The model-based adaptive controller can deal with the problem that the plant cannot be modeled accurately. However, it often depends on the system’s gain, the increase in gain will affect the robustness of the system and make it more sensitive to noise. Therefore, performing feedforward control of the system based on the identification model is a better choice. The neural network has a higher model approximation ability than other traditional system identification algorithms. With the rapid improvement of computing power, it is possible to use a neural network to design a feedforward controller in the trajectory tracking control process. In [1], Cong Wang proposed a deterministic learning mechanism for identifying nonlinear dynamic systems using RBF networks. When it satisfies the persistent excitation (PE) condition [2] which is proved to be satisfied when the RBFNN is persistently excited by recurrent input signals, its weights can converge to a specific range around the optimal values. The numerical control system or some manipulators in production applications repeat periodic actions. It provides an effective off-line high-precision control method for practical application scenarios.

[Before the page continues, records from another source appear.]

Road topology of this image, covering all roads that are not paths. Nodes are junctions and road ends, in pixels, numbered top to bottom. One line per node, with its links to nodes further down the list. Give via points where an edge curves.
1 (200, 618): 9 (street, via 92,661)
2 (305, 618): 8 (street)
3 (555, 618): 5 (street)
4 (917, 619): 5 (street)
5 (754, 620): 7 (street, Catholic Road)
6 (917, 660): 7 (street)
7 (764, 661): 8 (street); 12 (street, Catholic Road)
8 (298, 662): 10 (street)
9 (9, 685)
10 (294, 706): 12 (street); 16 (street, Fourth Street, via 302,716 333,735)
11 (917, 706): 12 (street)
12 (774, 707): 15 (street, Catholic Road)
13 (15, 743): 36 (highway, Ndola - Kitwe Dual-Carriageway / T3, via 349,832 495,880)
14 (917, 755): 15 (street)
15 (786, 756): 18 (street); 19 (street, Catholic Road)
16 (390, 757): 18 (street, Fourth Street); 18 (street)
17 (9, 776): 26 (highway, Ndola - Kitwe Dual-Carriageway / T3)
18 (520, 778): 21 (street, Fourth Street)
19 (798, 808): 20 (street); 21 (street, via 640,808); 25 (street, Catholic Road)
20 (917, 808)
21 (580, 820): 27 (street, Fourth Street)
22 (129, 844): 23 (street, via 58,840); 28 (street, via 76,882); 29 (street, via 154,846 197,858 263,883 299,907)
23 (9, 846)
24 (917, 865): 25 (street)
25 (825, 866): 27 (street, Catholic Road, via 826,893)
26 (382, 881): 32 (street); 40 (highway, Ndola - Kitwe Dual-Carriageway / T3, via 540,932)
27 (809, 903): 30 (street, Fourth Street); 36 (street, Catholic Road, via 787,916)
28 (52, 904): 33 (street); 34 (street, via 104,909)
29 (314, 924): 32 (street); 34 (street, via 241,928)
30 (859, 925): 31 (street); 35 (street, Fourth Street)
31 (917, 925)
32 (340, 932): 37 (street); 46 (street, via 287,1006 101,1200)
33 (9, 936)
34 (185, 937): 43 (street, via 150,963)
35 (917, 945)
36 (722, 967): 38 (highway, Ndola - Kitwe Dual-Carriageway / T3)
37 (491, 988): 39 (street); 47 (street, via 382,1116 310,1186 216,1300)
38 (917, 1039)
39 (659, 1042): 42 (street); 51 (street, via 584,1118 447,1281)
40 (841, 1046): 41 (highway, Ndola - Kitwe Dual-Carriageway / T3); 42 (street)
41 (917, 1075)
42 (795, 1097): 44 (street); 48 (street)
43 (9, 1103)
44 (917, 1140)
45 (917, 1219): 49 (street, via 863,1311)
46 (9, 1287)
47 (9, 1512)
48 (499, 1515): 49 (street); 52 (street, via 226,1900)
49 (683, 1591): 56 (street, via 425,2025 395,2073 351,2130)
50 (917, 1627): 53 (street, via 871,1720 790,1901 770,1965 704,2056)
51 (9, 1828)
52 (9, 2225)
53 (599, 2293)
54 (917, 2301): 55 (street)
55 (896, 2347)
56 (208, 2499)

However, deterministic learning also has some defects and deficiencies in some aspects. One of them is that its training speed is limited by the PE levels, and it often takes thousands of seconds to learn the knowledge of some complex tracking control tasks. The excessive consumption of time makes it difficult to be applied to practical production. This paper points out two standards to measure the training speed and improve the training speed of deterministic learning in two aspects: changing the structure of the RBF network and changing the distribution of nodes. By improving the kernel function in the RBF network, the training structure can meet the PE condition and reduce the amount of calculation. Furthermore, the use of nodes is improved by an optimized node distribution strategy. As a result, each node can better characterize the unknown dynamics while raising the PE levels to improve the training speed.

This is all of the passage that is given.